*** Block opens ***

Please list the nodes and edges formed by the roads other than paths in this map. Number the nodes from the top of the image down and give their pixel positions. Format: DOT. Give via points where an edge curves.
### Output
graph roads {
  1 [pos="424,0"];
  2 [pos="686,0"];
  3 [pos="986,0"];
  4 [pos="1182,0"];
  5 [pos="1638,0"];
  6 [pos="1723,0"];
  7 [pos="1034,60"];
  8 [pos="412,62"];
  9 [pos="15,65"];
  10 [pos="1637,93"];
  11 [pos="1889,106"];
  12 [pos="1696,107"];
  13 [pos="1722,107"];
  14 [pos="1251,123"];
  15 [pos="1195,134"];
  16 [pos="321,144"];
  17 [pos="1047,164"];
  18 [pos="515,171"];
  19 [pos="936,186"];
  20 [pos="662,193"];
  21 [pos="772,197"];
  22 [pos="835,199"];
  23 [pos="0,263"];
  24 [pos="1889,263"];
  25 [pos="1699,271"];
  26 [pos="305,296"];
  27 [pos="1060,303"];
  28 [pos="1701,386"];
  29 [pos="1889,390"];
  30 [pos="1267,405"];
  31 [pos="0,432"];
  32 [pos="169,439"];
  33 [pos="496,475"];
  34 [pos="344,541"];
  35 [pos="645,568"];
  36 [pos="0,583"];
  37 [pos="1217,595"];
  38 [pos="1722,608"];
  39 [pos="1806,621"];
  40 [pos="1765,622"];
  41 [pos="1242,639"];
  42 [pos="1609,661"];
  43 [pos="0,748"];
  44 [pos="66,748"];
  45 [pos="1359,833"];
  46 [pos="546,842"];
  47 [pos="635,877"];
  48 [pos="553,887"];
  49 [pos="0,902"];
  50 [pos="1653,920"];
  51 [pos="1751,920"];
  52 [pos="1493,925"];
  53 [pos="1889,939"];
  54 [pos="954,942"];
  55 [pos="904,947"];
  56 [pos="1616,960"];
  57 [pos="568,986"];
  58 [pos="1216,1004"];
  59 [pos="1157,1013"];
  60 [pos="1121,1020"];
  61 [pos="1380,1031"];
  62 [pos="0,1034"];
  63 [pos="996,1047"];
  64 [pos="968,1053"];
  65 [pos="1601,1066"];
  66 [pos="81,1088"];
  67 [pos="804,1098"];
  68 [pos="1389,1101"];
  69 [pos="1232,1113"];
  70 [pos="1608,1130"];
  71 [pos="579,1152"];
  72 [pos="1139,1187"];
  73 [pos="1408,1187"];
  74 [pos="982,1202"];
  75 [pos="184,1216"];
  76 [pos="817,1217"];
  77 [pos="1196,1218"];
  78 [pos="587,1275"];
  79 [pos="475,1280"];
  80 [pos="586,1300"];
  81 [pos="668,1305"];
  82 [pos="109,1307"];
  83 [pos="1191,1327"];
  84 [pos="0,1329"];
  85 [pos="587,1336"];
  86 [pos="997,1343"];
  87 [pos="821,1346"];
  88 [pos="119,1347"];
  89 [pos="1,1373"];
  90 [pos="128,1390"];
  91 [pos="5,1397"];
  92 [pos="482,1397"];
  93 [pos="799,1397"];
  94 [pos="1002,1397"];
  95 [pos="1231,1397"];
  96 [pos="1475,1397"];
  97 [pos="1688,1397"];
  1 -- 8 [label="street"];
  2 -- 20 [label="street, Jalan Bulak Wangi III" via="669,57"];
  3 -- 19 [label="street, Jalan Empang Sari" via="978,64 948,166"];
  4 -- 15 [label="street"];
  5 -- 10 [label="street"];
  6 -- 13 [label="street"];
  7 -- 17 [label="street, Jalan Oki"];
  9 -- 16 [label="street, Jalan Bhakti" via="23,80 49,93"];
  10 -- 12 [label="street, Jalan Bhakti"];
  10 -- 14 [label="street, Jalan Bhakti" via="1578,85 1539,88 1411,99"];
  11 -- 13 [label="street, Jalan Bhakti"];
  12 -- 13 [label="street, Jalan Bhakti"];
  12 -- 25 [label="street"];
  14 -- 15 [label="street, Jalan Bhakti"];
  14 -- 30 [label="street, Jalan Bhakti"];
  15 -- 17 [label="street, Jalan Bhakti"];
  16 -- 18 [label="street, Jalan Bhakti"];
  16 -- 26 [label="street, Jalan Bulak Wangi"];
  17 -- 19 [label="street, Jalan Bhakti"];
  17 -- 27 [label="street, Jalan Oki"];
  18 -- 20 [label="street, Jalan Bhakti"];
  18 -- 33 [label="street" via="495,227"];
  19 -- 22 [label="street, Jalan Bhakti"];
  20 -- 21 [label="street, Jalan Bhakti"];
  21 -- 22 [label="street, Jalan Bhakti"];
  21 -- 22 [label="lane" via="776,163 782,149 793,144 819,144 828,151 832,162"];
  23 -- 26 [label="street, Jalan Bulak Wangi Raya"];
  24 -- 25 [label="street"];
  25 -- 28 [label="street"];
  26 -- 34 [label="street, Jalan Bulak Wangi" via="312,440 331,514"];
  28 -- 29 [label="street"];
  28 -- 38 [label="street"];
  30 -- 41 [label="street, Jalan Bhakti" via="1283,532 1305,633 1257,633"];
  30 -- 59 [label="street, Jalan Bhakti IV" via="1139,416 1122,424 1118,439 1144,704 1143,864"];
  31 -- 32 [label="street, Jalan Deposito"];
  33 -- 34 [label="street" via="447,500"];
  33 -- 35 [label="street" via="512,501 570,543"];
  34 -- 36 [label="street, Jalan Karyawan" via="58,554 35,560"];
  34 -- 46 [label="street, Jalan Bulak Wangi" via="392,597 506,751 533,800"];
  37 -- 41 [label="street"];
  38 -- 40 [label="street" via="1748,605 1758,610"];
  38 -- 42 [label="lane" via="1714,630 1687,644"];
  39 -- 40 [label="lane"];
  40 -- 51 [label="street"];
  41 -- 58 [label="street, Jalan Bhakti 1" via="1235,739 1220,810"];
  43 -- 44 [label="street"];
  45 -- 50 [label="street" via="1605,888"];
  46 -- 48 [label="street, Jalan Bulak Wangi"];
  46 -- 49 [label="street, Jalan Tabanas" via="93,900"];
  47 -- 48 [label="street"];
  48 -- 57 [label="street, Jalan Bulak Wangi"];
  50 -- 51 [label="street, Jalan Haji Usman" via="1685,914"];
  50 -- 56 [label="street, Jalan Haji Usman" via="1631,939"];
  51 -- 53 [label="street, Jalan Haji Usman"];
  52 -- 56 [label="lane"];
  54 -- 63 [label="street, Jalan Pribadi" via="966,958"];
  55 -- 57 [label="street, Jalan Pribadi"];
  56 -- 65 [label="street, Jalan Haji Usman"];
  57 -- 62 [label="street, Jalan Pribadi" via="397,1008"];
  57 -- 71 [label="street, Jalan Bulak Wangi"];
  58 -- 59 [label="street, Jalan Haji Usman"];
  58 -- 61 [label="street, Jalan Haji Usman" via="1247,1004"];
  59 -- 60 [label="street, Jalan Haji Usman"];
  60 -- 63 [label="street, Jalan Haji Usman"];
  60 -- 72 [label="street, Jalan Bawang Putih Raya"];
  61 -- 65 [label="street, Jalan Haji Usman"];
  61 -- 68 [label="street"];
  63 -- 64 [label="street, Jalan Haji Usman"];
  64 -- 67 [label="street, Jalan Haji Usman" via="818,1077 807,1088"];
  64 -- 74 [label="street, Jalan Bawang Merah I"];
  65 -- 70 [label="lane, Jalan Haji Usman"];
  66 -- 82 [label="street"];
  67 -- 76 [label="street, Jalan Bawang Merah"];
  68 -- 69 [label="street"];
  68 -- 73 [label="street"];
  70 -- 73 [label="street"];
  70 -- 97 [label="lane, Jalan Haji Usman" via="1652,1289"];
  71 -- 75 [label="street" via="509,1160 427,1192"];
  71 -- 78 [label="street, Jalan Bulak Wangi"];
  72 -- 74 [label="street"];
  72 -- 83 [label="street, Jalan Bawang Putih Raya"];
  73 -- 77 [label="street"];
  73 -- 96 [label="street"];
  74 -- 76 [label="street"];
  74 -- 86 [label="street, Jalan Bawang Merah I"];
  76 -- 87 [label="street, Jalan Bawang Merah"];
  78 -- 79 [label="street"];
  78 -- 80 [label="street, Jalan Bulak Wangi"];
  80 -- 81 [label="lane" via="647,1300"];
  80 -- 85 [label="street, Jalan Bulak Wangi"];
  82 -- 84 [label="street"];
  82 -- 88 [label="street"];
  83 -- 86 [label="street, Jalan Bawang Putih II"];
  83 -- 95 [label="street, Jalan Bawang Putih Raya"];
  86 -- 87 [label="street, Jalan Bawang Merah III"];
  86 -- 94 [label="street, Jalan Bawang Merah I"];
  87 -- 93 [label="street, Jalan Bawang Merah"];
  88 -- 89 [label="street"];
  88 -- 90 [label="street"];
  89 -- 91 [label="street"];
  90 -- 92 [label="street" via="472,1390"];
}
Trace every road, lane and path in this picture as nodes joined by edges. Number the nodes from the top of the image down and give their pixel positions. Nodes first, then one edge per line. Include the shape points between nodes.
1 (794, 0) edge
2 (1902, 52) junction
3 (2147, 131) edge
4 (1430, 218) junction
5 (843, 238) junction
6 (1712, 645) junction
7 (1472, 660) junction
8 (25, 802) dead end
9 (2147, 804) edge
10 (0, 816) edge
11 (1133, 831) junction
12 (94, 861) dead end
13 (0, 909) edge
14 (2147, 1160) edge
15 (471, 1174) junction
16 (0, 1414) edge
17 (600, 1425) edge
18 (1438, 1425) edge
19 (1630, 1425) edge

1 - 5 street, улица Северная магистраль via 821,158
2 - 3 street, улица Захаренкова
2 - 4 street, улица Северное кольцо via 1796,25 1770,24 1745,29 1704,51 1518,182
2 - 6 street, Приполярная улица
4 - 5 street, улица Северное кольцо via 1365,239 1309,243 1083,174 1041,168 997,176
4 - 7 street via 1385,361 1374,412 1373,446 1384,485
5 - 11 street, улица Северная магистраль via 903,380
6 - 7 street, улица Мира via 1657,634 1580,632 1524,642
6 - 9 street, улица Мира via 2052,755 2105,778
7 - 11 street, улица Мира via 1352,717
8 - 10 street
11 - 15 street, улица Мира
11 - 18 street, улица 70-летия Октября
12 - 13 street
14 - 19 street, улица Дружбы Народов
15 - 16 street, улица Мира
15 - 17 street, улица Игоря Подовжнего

*** Block closes ***

=== WORK INSTRUCTIONS ===
Copy out, in full, each line above that has the word "down" in it.

=== EXERCISE SOLUTION ===
Please list the nodes and edges formed by the roads other than paths in this map. Number the nodes from the top of the image down and give their pixel positions. Format: DOT. Give via points where an edge curves.
Trace every road, lane and path in this picture as nodes joined by edges. Number the nodes from the top of the image down and give their pixel positions. Nodes first, then one edge per line. Include the shape points between nodes.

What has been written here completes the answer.